■ WHAT IS NEEDED ■
Write out every entry exactly as it appears, omitting the pictures.

AVAILABLE DATA: Begin

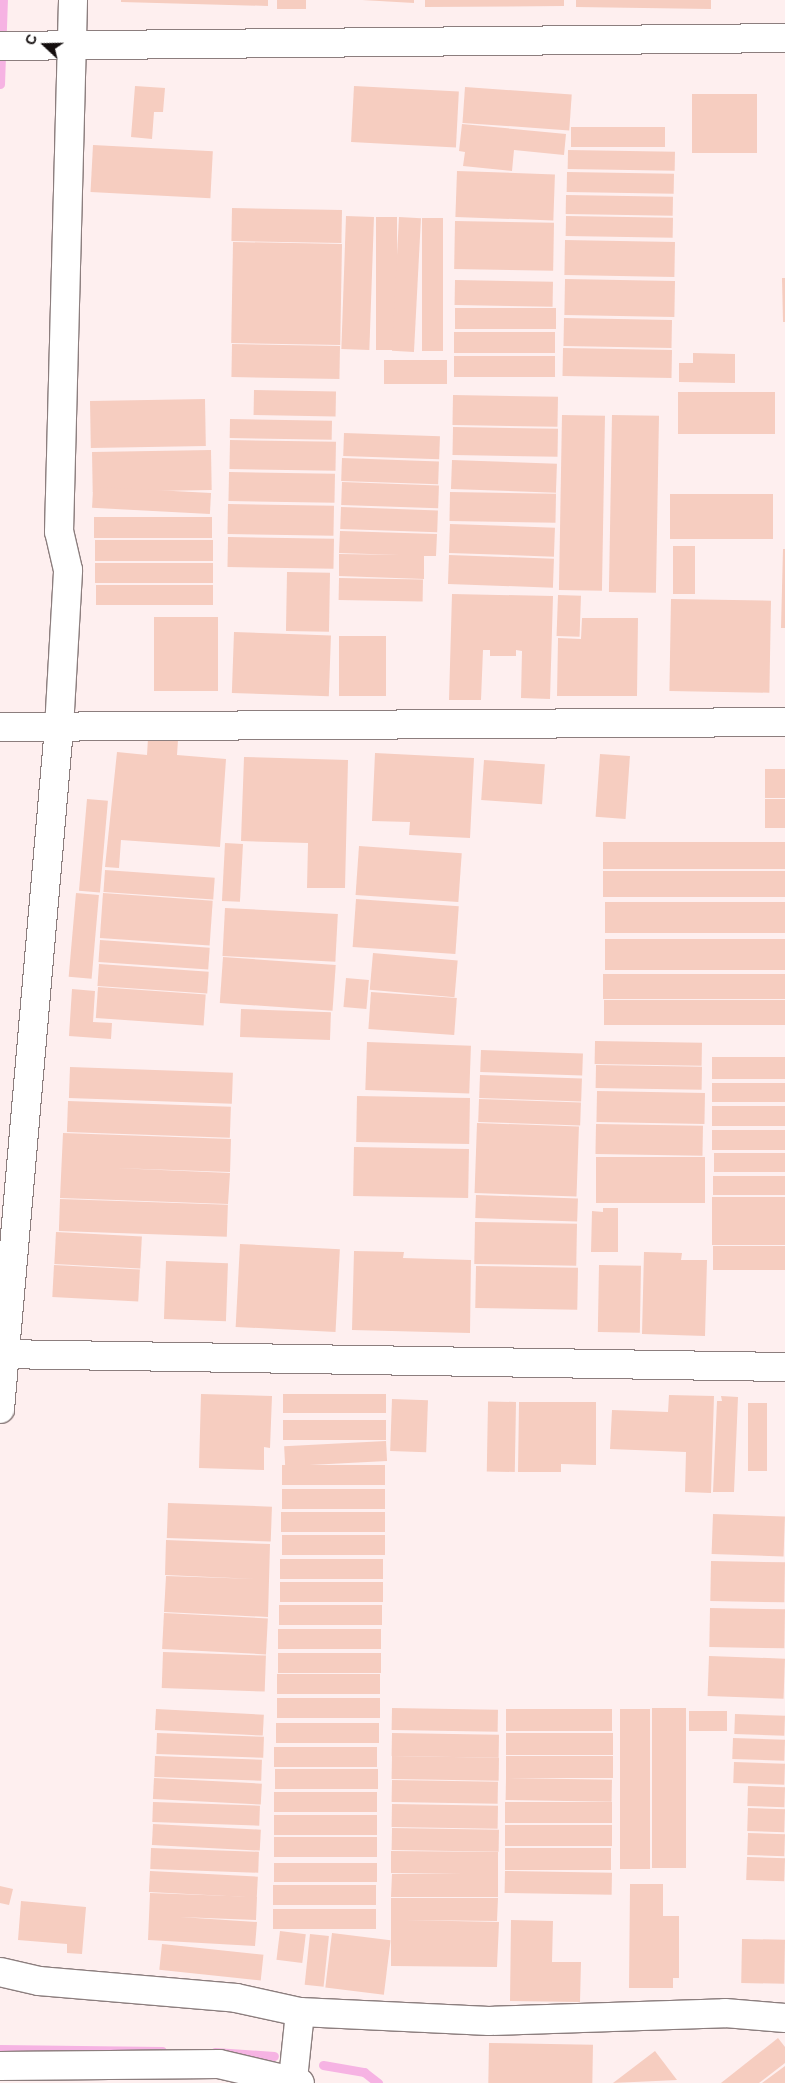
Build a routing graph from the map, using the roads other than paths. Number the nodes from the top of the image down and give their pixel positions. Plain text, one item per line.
1 (73, 0) edge
2 (785, 38) edge
3 (71, 43) junction
4 (3, 46) edge
5 (785, 722) edge
6 (0, 727) edge
7 (59, 728) junction
8 (2, 1354) edge
9 (785, 1368) edge
10 (0, 1409) edge
11 (0, 1972) edge
12 (300, 2012) junction
13 (785, 2018) edge
14 (0, 2066) edge
15 (296, 2081) edge

1 - 3 street
2 - 3 street
3 - 4 street
3 - 7 street
5 - 7 street
6 - 7 street
7 - 8 street
8 - 9 street
8 - 10 street
11 - 12 street
12 - 13 street
12 - 15 street
14 - 15 street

AVAILABLE DATA: End

■ ANSWER BELOW ■
Build a routing graph from the map, using the roads other than paths. Number the nodes from the top of the image down and give their pixel positions. Plain text, one item per line.
1 (73, 0) edge
2 (785, 38) edge
3 (71, 43) junction
4 (3, 46) edge
5 (785, 722) edge
6 (0, 727) edge
7 (59, 728) junction
8 (2, 1354) edge
9 (785, 1368) edge
10 (0, 1409) edge
11 (0, 1972) edge
12 (300, 2012) junction
13 (785, 2018) edge
14 (0, 2066) edge
15 (296, 2081) edge

1 - 3 street
2 - 3 street
3 - 4 street
3 - 7 street
5 - 7 street
6 - 7 street
7 - 8 street
8 - 9 street
8 - 10 street
11 - 12 street
12 - 13 street
12 - 15 street
14 - 15 street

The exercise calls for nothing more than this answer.